Selfplay league runner with flexible configuration and algo presets

kachayev commented 2 years ago

This is very much WIP.

$ poetry run python run_league.py --config-file league_alphastar.yaml

or

$ poetry run python run_league.py --config-file league_openfive.yaml

For league runner to work, it's required to provide 2 entrypoints: train and evaluate. Both take as an argument path to saved agent and saved opponent.

League configuration (in YAML file) gives ability to control:

population structure
matchmaking algo (pick the next opponent)
archival and evaluation scheduling

The runner keeps track of winrates in a payoff table and MMR by running Bayesian update on TrueSkill. Information on winrates and MMR could be used for making decisions on the next opponent.

As an example, 2 presets are implemented:

AlphaStar
OpenFive (not sure if it's required to sample based on MMR), not that implementation turned out to be almost trivial based on league API (I mainly used this as a confirmation for API being flexible enough)

The league supports resume from checkpoint.

There are still a lot of issues, including

proper setup for tensorboard writer/w&b
open questions around seeding
better logger for master process
and more

It's actually pretty hard to iterate on the league runner with MicroRTS env, as it takes long time to get any training done. I'm mostly iterating on SlimeVolley, and some other PettingZoo envs. And I'm think about having league runner as a separate package that could be used as a library and/or CLI tool (from implementation perspective, it's completely independent from details of training or env that is used). WDYT @vwxyzjn?

vwxyzjn commented 2 years ago

As an example, 2 presets are implemented: AlphaStar OpenFive (not sure if it's required to sample based on MMR), not that implementation turned out to be almost trivial based on league API (I mainly used this as a confirmation for API being flexible enough)

Nice! This is really cool!

And I'm think about having league runner as a separate package that could be used as a library and/or CLI tool (from implementation perspective, it's completely independent from details of training or env that is used). WDYT @vwxyzjn?

This makes sense! Lots of projects could benefit from this :)

It's actually pretty hard to iterate on the league runner with MicroRTS env, as it takes long time to get any training done. I'm mostly iterating on SlimeVolley, and some other PettingZoo envs.

I will look further into this and evaluate.

vwxyzjn commented 2 years ago

Looked further into this. Do we have a sense of how "fast" the training is? So if we run poetry run python run_league.py --config-file league_alphastar.yaml for 24 hours, what's the trueskill of the best agent using our league.py to evaluate?
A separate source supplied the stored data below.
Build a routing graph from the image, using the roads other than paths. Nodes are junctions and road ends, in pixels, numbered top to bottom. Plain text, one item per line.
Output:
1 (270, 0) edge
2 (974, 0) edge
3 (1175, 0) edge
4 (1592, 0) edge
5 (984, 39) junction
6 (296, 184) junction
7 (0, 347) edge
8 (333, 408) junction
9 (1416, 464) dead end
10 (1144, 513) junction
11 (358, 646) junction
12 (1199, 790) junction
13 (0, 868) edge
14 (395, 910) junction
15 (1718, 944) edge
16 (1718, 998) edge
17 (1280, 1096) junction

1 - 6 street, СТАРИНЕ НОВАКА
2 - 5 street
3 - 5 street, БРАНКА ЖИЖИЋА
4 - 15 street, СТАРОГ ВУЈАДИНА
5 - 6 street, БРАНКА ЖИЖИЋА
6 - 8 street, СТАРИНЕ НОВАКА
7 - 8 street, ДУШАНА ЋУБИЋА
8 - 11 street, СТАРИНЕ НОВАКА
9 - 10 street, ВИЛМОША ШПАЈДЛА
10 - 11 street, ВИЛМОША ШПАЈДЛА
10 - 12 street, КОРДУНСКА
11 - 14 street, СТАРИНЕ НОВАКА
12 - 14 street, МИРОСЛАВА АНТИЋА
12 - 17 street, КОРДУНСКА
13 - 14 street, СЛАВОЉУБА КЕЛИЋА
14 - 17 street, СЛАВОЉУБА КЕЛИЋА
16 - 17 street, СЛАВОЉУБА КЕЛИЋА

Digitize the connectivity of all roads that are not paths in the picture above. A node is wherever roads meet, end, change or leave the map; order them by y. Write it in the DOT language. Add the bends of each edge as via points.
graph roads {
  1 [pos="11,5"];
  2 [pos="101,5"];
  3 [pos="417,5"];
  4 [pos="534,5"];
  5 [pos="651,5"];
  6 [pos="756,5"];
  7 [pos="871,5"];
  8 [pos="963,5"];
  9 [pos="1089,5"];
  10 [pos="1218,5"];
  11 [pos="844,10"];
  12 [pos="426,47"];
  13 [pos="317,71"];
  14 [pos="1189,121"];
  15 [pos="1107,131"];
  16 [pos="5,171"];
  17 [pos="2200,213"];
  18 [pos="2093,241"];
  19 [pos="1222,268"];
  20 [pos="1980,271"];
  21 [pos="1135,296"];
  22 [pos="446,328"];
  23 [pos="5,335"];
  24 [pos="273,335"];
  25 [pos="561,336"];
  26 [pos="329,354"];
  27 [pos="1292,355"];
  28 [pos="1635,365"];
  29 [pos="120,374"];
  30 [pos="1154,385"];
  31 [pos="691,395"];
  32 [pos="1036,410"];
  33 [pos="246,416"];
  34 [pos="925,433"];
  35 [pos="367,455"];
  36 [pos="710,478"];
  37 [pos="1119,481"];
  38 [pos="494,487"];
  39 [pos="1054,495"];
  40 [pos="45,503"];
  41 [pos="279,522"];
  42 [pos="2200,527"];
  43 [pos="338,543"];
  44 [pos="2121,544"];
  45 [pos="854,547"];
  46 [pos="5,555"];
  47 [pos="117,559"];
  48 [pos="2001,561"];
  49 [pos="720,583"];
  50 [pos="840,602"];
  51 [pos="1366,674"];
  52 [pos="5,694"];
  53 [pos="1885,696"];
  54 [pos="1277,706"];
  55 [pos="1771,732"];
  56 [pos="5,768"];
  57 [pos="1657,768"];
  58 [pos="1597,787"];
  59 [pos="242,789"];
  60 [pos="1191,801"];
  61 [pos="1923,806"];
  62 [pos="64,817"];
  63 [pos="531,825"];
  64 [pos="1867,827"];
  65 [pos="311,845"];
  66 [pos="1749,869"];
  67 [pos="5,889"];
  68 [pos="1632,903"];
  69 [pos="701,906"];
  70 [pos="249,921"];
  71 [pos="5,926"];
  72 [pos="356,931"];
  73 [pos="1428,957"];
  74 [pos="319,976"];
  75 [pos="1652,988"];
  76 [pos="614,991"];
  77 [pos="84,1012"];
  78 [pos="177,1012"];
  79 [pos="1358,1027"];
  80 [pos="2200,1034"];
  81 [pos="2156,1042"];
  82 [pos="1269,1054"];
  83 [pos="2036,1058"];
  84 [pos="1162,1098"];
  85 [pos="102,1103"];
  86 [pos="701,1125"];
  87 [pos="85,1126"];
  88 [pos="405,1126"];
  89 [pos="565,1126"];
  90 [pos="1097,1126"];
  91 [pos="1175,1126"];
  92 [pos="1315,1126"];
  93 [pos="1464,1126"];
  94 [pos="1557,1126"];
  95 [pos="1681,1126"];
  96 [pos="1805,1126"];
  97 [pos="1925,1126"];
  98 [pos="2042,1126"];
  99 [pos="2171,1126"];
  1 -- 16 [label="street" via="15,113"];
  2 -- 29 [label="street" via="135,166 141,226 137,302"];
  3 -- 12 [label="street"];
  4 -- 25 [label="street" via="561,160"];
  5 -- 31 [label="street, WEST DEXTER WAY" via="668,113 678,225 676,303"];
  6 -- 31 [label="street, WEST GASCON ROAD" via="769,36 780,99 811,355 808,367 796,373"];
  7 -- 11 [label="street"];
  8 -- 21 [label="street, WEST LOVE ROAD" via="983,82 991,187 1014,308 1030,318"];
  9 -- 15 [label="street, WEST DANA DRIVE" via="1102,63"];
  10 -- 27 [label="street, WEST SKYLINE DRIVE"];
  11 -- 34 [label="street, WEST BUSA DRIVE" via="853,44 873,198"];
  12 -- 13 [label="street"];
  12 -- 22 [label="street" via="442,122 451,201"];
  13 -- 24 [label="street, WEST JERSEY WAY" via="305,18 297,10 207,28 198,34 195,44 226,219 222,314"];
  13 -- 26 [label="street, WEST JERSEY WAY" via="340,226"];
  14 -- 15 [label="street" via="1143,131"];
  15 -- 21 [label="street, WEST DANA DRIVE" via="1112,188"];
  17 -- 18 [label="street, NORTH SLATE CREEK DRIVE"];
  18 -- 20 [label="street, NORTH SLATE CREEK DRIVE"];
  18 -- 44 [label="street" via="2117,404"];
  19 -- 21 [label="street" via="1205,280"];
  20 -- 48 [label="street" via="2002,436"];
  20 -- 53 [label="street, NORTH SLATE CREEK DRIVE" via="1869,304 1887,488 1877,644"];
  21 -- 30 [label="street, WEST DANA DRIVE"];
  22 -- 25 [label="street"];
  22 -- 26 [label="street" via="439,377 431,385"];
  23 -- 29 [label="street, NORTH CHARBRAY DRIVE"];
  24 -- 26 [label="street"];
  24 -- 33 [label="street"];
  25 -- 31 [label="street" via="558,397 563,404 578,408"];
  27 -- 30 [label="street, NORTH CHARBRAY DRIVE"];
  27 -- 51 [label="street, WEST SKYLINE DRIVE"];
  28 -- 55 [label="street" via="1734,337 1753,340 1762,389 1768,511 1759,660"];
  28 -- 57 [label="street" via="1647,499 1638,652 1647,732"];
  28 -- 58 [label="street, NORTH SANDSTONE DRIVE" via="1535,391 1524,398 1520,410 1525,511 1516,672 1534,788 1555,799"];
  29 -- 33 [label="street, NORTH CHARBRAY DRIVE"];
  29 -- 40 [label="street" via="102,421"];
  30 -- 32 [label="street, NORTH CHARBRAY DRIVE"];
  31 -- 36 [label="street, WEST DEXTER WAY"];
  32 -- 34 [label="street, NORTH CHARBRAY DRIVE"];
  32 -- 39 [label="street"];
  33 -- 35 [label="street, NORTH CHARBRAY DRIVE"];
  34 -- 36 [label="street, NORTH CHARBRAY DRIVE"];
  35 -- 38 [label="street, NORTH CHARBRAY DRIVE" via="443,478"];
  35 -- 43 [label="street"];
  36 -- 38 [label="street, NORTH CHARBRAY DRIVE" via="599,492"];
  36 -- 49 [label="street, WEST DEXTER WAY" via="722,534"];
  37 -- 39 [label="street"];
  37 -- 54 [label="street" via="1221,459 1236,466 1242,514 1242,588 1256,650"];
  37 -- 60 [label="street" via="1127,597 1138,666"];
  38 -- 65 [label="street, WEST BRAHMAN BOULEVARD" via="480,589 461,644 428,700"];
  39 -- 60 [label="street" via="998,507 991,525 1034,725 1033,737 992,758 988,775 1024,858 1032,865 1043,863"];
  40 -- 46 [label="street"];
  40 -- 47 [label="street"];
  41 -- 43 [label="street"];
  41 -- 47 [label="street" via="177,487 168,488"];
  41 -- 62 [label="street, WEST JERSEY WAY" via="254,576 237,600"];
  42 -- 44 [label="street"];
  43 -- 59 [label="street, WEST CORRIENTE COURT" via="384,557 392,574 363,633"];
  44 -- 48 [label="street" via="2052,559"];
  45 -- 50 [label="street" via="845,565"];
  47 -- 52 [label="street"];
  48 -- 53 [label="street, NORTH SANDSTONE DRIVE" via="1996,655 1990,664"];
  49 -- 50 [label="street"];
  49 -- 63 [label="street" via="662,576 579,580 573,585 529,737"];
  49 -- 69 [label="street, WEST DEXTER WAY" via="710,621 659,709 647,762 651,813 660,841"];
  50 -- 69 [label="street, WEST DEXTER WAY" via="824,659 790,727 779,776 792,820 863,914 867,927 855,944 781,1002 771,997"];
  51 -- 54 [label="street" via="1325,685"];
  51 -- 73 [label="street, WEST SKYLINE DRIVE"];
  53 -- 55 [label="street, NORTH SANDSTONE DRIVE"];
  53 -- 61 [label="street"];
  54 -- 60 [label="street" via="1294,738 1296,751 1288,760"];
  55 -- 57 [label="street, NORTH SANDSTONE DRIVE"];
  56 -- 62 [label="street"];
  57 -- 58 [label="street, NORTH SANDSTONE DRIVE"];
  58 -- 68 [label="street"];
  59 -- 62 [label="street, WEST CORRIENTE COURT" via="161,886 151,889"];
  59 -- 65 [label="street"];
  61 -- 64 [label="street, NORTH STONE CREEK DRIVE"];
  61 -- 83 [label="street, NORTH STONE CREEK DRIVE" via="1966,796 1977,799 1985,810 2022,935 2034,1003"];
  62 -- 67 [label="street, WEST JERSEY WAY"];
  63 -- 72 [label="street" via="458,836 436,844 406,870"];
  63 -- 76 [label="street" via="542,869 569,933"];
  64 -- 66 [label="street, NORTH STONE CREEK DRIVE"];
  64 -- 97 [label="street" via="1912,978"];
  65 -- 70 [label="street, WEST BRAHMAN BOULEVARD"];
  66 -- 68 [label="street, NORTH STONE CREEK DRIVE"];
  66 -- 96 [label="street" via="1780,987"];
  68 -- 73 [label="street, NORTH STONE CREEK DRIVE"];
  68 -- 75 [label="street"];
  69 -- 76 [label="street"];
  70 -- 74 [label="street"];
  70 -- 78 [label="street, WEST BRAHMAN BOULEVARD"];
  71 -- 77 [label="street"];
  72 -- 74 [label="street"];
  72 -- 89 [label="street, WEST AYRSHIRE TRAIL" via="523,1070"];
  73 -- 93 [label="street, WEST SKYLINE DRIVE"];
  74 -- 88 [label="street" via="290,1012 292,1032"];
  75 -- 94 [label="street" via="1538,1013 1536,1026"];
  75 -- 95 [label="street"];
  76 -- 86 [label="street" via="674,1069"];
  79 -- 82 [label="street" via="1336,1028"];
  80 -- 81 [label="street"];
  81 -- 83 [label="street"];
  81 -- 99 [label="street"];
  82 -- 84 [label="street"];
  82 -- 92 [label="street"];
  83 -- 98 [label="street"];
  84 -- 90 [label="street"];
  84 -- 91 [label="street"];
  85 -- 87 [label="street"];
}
kachayev commented 2 years ago

To answer this question I need to have a GPU 😀 And based on the schedule of other experiments I will be able to run it tomorrow or the day after tomorrow

kachayev commented 2 years ago

Oh, BTW. Found another detail I have to flesh out first: right now evaluation only works against other agents, PvE games are not supported. It's quite easy to cover, so shouldn't take long

vwxyzjn commented 2 years ago

What is PvE?

kachayev commented 2 years ago

Sorry :) It stands for "player vs. environment" (like, built-in bot). In comparison to PvP, as "player vs. player"

vwxyzjn commented 2 years ago

Oh, this makes sense. It would be useful to cover! That said, hopefully, we can also train really strong agents without the help of human-engineered bots :)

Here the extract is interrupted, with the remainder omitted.